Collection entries
▽
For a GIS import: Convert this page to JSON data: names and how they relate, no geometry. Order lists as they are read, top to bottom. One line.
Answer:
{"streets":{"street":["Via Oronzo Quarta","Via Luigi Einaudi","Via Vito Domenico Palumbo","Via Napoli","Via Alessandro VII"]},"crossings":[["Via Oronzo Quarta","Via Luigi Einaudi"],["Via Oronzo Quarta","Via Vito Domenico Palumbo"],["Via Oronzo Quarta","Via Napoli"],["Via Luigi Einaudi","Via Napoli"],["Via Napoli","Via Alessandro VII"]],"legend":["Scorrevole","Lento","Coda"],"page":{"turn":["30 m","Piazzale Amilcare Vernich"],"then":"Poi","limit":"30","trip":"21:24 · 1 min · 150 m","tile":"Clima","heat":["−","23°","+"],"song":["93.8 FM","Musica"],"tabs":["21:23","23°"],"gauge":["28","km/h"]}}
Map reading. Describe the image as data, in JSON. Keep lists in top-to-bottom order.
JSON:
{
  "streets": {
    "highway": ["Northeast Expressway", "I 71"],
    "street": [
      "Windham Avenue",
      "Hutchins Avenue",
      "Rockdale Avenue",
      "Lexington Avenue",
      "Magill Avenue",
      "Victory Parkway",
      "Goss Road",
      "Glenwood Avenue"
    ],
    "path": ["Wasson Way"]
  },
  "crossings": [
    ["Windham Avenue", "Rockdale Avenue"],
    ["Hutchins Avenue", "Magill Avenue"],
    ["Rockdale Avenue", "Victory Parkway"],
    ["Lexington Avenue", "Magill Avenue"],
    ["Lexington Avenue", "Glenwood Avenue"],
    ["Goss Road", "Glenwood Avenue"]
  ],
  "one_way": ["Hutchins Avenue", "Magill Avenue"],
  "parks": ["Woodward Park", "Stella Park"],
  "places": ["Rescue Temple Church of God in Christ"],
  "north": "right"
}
△
● What is required
After reading through the records, retype all of them exactly.

● Response area
For a GIS import: Convert this page to JSON data: names and how they relate, no geometry. Order lists as they are read, top to bottom. One line.
Answer:
{"streets":{"street":["Via Oronzo Quarta","Via Luigi Einaudi","Via Vito Domenico Palumbo","Via Napoli","Via Alessandro VII"]},"crossings":[["Via Oronzo Quarta","Via Luigi Einaudi"],["Via Oronzo Quarta","Via Vito Domenico Palumbo"],["Via Oronzo Quarta","Via Napoli"],["Via Luigi Einaudi","Via Napoli"],["Via Napoli","Via Alessandro VII"]],"legend":["Scorrevole","Lento","Coda"],"page":{"turn":["30 m","Piazzale Amilcare Vernich"],"then":"Poi","limit":"30","trip":"21:24 · 1 min · 150 m","tile":"Clima","heat":["−","23°","+"],"song":["93.8 FM","Musica"],"tabs":["21:23","23°"],"gauge":["28","km/h"]}}
Map reading. Describe the image as data, in JSON. Keep lists in top-to-bottom order.
JSON:
{
  "streets": {
    "highway": ["Northeast Expressway", "I 71"],
    "street": [
      "Windham Avenue",
      "Hutchins Avenue",
      "Rockdale Avenue",
      "Lexington Avenue",
      "Magill Avenue",
      "Victory Parkway",
      "Goss Road",
      "Glenwood Avenue"
    ],
    "path": ["Wasson Way"]
  },
  "crossings": [
    ["Windham Avenue", "Rockdale Avenue"],
    ["Hutchins Avenue", "Magill Avenue"],
    ["Rockdale Avenue", "Victory Parkway"],
    ["Lexington Avenue", "Magill Avenue"],
    ["Lexington Avenue", "Glenwood Avenue"],
    ["Goss Road", "Glenwood Avenue"]
  ],
  "one_way": ["Hutchins Avenue", "Magill Avenue"],
  "parks": ["Woodward Park", "Stella Park"],
  "places": ["Rescue Temple Church of God in Christ"],
  "north": "right"
}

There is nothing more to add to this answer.